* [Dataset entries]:
=-=-=-=-=
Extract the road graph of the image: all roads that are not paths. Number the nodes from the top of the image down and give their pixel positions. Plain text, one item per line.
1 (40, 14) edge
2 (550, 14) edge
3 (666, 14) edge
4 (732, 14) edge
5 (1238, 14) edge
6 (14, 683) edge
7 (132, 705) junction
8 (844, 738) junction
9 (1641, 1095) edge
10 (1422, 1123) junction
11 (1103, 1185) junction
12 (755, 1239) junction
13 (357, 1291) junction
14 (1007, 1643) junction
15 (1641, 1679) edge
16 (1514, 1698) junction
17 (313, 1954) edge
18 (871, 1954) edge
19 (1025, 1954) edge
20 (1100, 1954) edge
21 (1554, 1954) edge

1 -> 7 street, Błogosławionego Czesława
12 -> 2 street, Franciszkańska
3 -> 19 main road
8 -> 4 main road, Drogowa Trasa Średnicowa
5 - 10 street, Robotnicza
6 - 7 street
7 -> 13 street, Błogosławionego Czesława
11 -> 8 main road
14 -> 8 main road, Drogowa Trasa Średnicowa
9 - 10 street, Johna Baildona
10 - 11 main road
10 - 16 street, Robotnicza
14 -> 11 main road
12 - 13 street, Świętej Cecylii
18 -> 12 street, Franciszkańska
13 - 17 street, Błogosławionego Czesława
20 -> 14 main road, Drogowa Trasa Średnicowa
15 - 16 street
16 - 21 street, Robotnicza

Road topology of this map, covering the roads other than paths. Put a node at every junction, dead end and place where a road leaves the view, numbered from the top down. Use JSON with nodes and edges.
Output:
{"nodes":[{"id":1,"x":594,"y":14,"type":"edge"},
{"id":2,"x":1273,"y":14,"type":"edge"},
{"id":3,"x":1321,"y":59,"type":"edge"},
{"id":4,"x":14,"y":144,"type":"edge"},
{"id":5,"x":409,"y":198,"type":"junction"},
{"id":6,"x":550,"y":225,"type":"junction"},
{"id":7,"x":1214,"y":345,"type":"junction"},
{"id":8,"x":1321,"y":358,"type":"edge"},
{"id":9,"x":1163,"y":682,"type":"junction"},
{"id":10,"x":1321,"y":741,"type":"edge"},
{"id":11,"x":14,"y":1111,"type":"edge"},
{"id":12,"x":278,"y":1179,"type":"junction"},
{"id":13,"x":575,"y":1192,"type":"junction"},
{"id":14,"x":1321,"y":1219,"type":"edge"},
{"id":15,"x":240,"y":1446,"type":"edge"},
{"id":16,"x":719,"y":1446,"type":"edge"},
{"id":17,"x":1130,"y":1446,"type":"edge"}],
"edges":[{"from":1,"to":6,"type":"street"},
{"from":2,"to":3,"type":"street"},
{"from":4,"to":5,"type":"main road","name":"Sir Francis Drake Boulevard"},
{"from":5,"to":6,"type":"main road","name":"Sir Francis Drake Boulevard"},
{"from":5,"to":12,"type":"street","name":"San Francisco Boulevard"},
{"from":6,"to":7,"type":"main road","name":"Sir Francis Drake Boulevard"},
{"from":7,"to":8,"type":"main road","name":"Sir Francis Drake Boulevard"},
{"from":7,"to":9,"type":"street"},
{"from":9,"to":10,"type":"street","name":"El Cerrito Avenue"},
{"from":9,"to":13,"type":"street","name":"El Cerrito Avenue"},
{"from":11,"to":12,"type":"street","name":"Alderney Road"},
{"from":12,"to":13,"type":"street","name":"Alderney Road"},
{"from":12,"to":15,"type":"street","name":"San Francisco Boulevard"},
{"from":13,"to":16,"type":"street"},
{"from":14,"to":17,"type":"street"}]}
=-=-=-=-=
* [Your goal]:
What is the number of lines in the data that include "Robotnicza"? Answer with that number alone.

* [Result below]:
3